Saved entries:
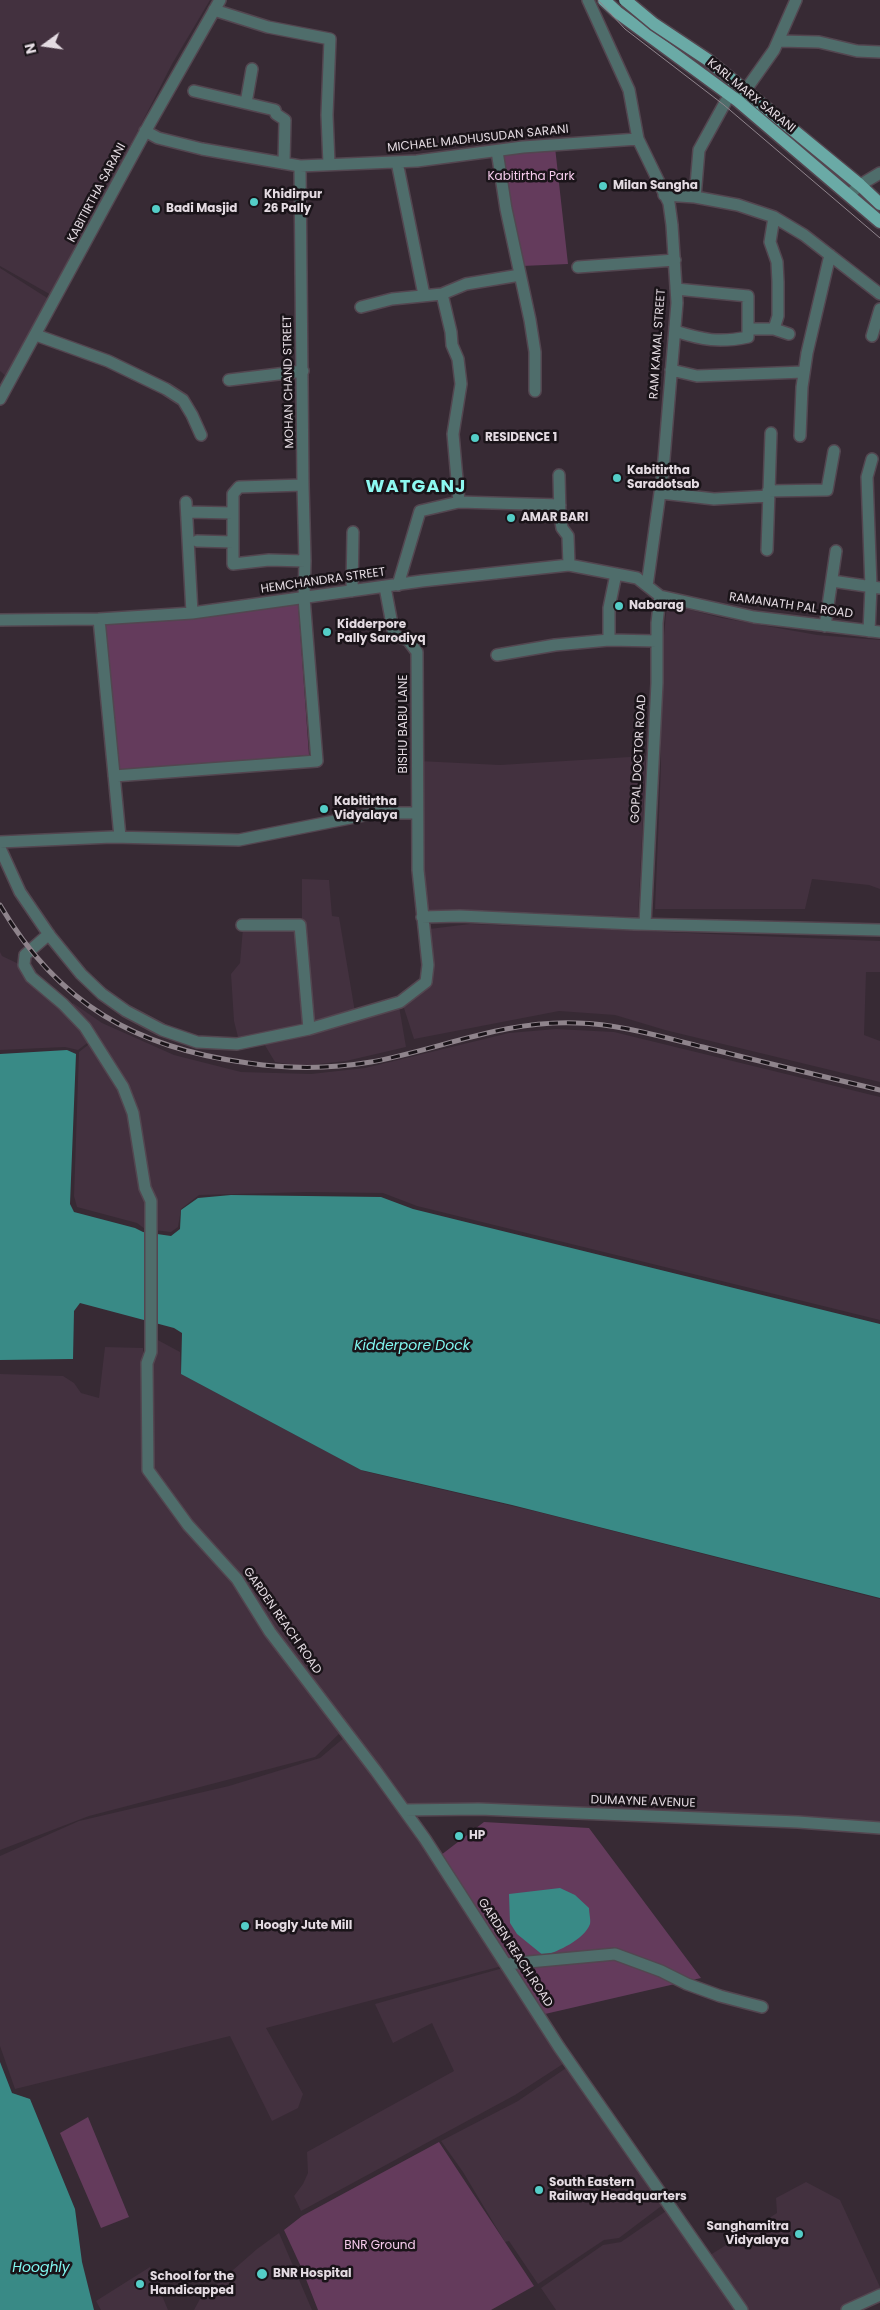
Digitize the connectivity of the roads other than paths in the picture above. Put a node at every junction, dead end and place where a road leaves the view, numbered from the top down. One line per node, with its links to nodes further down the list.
1 (220, 0): 7 (street, KABITIRTHA SARANI)
2 (588, 0): 16 (street, RAM KAMAL STREET)
3 (604, 0): 8 (main road, KARL MARX SARANI)
4 (625, 0): 13 (main road, bridge)
5 (640, 0): 8 (street)
6 (796, 0): 9 (street)
7 (214, 10): 15 (street, KABITIRTHA SARANI); 20 (street)
8 (630, 22): 13 (main road, KARL MARX SARANI)
9 (779, 41): 10 (street); 13 (street)
10 (880, 52)
11 (252, 69): 14 (street)
12 (194, 91): 14 (street)
13 (736, 97): 23 (main road); 25 (main road, KARL MARX SARANI); 26 (street)
14 (246, 103): 19 (street)
15 (145, 131): 19 (street, MICHAEL MADHUSUDAN SARANI); 44 (street, KABITIRTHA SARANI)
16 (638, 140): 17 (street, MICHAEL MADHUSUDAN SARANI); 24 (street, RAM KAMAL STREET)
17 (497, 151): 18 (street, MICHAEL MADHUSUDAN SARANI); 33 (street)
18 (397, 162): 20 (street, MICHAEL MADHUSUDAN SARANI); 37 (street)
19 (284, 163): 21 (street, MICHAEL MADHUSUDAN SARANI)
20 (330, 164): 21 (street, MICHAEL MADHUSUDAN SARANI)
21 (300, 166): 47 (street, MOHAN CHAND STREET)
22 (880, 172): 23 (street)
23 (860, 185): 25 (street); 27 (main road)
24 (664, 195): 26 (street); 31 (street, RAM KAMAL STREET)
25 (849, 195): 29 (main road, KARL MARX SARANI)
26 (695, 197): 28 (street)
27 (880, 204)
28 (774, 217): 30 (street); 41 (street)
29 (878, 221)
30 (830, 254): 36 (street); 48 (street)
31 (675, 260): 32 (street); 34 (street, RAM KAMAL STREET)
32 (578, 268)
33 (520, 275): 35 (street); 50 (street)
34 (676, 289): 40 (street); 42 (street, RAM KAMAL STREET)
35 (442, 294): 37 (street); 61 (street)
36 (880, 294)
37 (424, 296): 38 (street)
38 (361, 307)
39 (880, 309): 45 (street)
40 (748, 329): 41 (street); 42 (street)
41 (774, 329): 43 (street)
42 (675, 331): 46 (street, RAM KAMAL STREET)
43 (789, 334)
44 (36, 335): 51 (street, KABITIRTHA SARANI); 53 (street)
45 (872, 336)
46 (671, 370): 48 (street); 59 (street, RAM KAMAL STREET)
47 (303, 371): 49 (street); 58 (street, MOHAN CHAND STREET)
48 (804, 372): 54 (street)
49 (229, 380)
50 (535, 391)
51 (0, 399)
52 (770, 433): 60 (street)
53 (201, 435)
54 (800, 436)
55 (834, 451): 60 (street)
56 (872, 459): 69 (street)
57 (559, 475): 62 (street)
58 (303, 485): 63 (street); 70 (street, MOHAN CHAND STREET)
59 (661, 493): 60 (street); 75 (street, RAM KAMAL STREET)
60 (768, 494): 67 (street)
61 (459, 502): 62 (street); 74 (street)
62 (560, 505): 71 (street)
63 (233, 514): 66 (street); 81 (street)
64 (353, 532): 78 (street)
65 (197, 541): 66 (street)
66 (233, 542): 70 (street)
67 (767, 550)
68 (836, 551): 73 (street)
69 (874, 554): 77 (street)
70 (305, 560): 80 (street, MOHAN CHAND STREET)
71 (570, 565): 72 (street, HEMCHANDRA STREET); 74 (street, HEMCHANDRA STREET)
72 (616, 574): 75 (street, HEMCHANDRA STREET); 86 (street)
73 (832, 581): 77 (street); 84 (street)
74 (398, 584): 76 (street, HEMCHANDRA STREET)
75 (646, 585): 79 (street, RAMANATH PAL ROAD)
76 (385, 587): 78 (street, HEMCHANDRA STREET); 90 (street, BISHU BABU LANE)
77 (876, 588): 85 (street)
78 (352, 591): 80 (street, HEMCHANDRA STREET)
79 (660, 596): 84 (street, RAMANATH PAL ROAD); 87 (street, GOPAL DOCTOR ROAD)
80 (304, 598): 81 (street, HEMCHANDRA STREET); 89 (street, MOHAN CHAND STREET)
81 (192, 613): 82 (street, HEMCHANDRA STREET)
82 (99, 619): 83 (street, HEMCHANDRA STREET); 89 (street)
83 (0, 620)
84 (825, 626): 85 (street, RAMANATH PAL ROAD)
85 (875, 631)
86 (610, 640): 87 (street); 88 (street)
87 (657, 641): 95 (street, GOPAL DOCTOR ROAD)
88 (497, 656)
89 (114, 776): 91 (street)
90 (418, 813): 91 (street); 94 (street, BISHU BABU LANE)
91 (120, 837): 92 (street)
92 (0, 842)
93 (0, 848): 98 (street)
94 (422, 917): 95 (street); 99 (street, BISHU BABU LANE)
95 (645, 924): 97 (street)
96 (242, 925): 99 (street)
97 (880, 930)
98 (49, 934): 99 (street); 100 (street, GARDEN REACH ROAD)
99 (309, 1029)
100 (404, 1810): 101 (street, DUMAYNE AVENUE); 102 (street, GARDEN REACH ROAD)
101 (880, 1828)
102 (507, 1964): 103 (street); 105 (street, GARDEN REACH ROAD)
103 (762, 2007)
104 (880, 2295): 106 (street)
105 (742, 2310)
106 (847, 2310)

● Task description
Retype the records verbatim, excluding each image they hold.

● Final answer
Digitize the connectivity of the roads other than paths in the picture above. Put a node at every junction, dead end and place where a road leaves the view, numbered from the top down. One line per node, with its links to nodes further down the list.
1 (220, 0): 7 (street, KABITIRTHA SARANI)
2 (588, 0): 16 (street, RAM KAMAL STREET)
3 (604, 0): 8 (main road, KARL MARX SARANI)
4 (625, 0): 13 (main road, bridge)
5 (640, 0): 8 (street)
6 (796, 0): 9 (street)
7 (214, 10): 15 (street, KABITIRTHA SARANI); 20 (street)
8 (630, 22): 13 (main road, KARL MARX SARANI)
9 (779, 41): 10 (street); 13 (street)
10 (880, 52)
11 (252, 69): 14 (street)
12 (194, 91): 14 (street)
13 (736, 97): 23 (main road); 25 (main road, KARL MARX SARANI); 26 (street)
14 (246, 103): 19 (street)
15 (145, 131): 19 (street, MICHAEL MADHUSUDAN SARANI); 44 (street, KABITIRTHA SARANI)
16 (638, 140): 17 (street, MICHAEL MADHUSUDAN SARANI); 24 (street, RAM KAMAL STREET)
17 (497, 151): 18 (street, MICHAEL MADHUSUDAN SARANI); 33 (street)
18 (397, 162): 20 (street, MICHAEL MADHUSUDAN SARANI); 37 (street)
19 (284, 163): 21 (street, MICHAEL MADHUSUDAN SARANI)
20 (330, 164): 21 (street, MICHAEL MADHUSUDAN SARANI)
21 (300, 166): 47 (street, MOHAN CHAND STREET)
22 (880, 172): 23 (street)
23 (860, 185): 25 (street); 27 (main road)
24 (664, 195): 26 (street); 31 (street, RAM KAMAL STREET)
25 (849, 195): 29 (main road, KARL MARX SARANI)
26 (695, 197): 28 (street)
27 (880, 204)
28 (774, 217): 30 (street); 41 (street)
29 (878, 221)
30 (830, 254): 36 (street); 48 (street)
31 (675, 260): 32 (street); 34 (street, RAM KAMAL STREET)
32 (578, 268)
33 (520, 275): 35 (street); 50 (street)
34 (676, 289): 40 (street); 42 (street, RAM KAMAL STREET)
35 (442, 294): 37 (street); 61 (street)
36 (880, 294)
37 (424, 296): 38 (street)
38 (361, 307)
39 (880, 309): 45 (street)
40 (748, 329): 41 (street); 42 (street)
41 (774, 329): 43 (street)
42 (675, 331): 46 (street, RAM KAMAL STREET)
43 (789, 334)
44 (36, 335): 51 (street, KABITIRTHA SARANI); 53 (street)
45 (872, 336)
46 (671, 370): 48 (street); 59 (street, RAM KAMAL STREET)
47 (303, 371): 49 (street); 58 (street, MOHAN CHAND STREET)
48 (804, 372): 54 (street)
49 (229, 380)
50 (535, 391)
51 (0, 399)
52 (770, 433): 60 (street)
53 (201, 435)
54 (800, 436)
55 (834, 451): 60 (street)
56 (872, 459): 69 (street)
57 (559, 475): 62 (street)
58 (303, 485): 63 (street); 70 (street, MOHAN CHAND STREET)
59 (661, 493): 60 (street); 75 (street, RAM KAMAL STREET)
60 (768, 494): 67 (street)
61 (459, 502): 62 (street); 74 (street)
62 (560, 505): 71 (street)
63 (233, 514): 66 (street); 81 (street)
64 (353, 532): 78 (street)
65 (197, 541): 66 (street)
66 (233, 542): 70 (street)
67 (767, 550)
68 (836, 551): 73 (street)
69 (874, 554): 77 (street)
70 (305, 560): 80 (street, MOHAN CHAND STREET)
71 (570, 565): 72 (street, HEMCHANDRA STREET); 74 (street, HEMCHANDRA STREET)
72 (616, 574): 75 (street, HEMCHANDRA STREET); 86 (street)
73 (832, 581): 77 (street); 84 (street)
74 (398, 584): 76 (street, HEMCHANDRA STREET)
75 (646, 585): 79 (street, RAMANATH PAL ROAD)
76 (385, 587): 78 (street, HEMCHANDRA STREET); 90 (street, BISHU BABU LANE)
77 (876, 588): 85 (street)
78 (352, 591): 80 (street, HEMCHANDRA STREET)
79 (660, 596): 84 (street, RAMANATH PAL ROAD); 87 (street, GOPAL DOCTOR ROAD)
80 (304, 598): 81 (street, HEMCHANDRA STREET); 89 (street, MOHAN CHAND STREET)
81 (192, 613): 82 (street, HEMCHANDRA STREET)
82 (99, 619): 83 (street, HEMCHANDRA STREET); 89 (street)
83 (0, 620)
84 (825, 626): 85 (street, RAMANATH PAL ROAD)
85 (875, 631)
86 (610, 640): 87 (street); 88 (street)
87 (657, 641): 95 (street, GOPAL DOCTOR ROAD)
88 (497, 656)
89 (114, 776): 91 (street)
90 (418, 813): 91 (street); 94 (street, BISHU BABU LANE)
91 (120, 837): 92 (street)
92 (0, 842)
93 (0, 848): 98 (street)
94 (422, 917): 95 (street); 99 (street, BISHU BABU LANE)
95 (645, 924): 97 (street)
96 (242, 925): 99 (street)
97 (880, 930)
98 (49, 934): 99 (street); 100 (street, GARDEN REACH ROAD)
99 (309, 1029)
100 (404, 1810): 101 (street, DUMAYNE AVENUE); 102 (street, GARDEN REACH ROAD)
101 (880, 1828)
102 (507, 1964): 103 (street); 105 (street, GARDEN REACH ROAD)
103 (762, 2007)
104 (880, 2295): 106 (street)
105 (742, 2310)
106 (847, 2310)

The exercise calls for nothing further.